Questionado sobre a manifestação que esposas e familiares de detentos realizaram na manhã desta quinta-feira, 14, em frente à Casa Civil, o diretor do Instituto de Administração Penitenciária do Acre garantiu que ação foi ordenada para atender uma convocação assinada por uma organização criminosa.

Sobre as reivindicações dos detentos, ele diz: “Esclarecemos que essa estrutura é nova, de acordo com os padrões do Departamento Penitenciário Nacional, das quais a própria estrutura da cela já possui uma iluminação embutida, só que ela é protegida por um material em acrílico”, garante Lucas Gomes.

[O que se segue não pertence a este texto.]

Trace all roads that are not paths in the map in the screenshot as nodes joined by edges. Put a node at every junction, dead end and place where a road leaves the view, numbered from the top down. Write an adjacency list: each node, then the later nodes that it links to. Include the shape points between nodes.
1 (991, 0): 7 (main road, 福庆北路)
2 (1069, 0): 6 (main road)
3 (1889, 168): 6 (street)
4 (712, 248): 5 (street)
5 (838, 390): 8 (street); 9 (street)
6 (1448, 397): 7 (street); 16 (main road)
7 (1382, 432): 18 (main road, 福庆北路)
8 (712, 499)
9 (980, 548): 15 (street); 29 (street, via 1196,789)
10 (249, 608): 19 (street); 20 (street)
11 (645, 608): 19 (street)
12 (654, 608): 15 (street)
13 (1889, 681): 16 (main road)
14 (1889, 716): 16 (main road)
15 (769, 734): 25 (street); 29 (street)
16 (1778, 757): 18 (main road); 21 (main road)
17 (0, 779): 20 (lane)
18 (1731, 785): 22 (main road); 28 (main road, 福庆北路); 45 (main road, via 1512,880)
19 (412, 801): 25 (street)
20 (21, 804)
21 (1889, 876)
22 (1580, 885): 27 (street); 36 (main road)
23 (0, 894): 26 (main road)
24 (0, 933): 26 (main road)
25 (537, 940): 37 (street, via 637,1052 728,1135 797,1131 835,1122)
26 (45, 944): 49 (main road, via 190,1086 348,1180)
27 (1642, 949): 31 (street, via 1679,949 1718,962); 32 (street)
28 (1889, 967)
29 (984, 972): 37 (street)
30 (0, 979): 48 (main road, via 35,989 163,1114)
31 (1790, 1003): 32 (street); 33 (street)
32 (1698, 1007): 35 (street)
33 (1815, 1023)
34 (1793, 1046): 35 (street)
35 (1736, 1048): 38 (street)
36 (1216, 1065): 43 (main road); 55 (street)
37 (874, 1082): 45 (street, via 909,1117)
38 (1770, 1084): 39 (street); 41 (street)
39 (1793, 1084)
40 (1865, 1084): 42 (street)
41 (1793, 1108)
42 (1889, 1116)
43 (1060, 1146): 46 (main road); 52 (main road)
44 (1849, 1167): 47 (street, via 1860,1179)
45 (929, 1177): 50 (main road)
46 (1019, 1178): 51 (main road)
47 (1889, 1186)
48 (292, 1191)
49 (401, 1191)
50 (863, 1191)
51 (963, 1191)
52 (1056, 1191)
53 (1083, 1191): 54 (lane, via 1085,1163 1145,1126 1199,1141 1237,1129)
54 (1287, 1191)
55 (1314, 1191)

Segundo o diretor, nenhuma das celas possui tomadas, o que impede a aquisição de equipamentos elétricos para o local. “Com isso, não há possibilidade de entrar nenhum equipamento elétrico, como ventilador, televisão ou radio”, destaca.

Sobre a questão da falta de ventilação, o Iapen afirma que a própria estrutura do presídio Francisco de Oliveira Conde já garante a ventilação e uma temperatura adequada. “Na parte de fora de cada uma das celas há um ventilador disponível, mas no interior não possui”, diz Gomes.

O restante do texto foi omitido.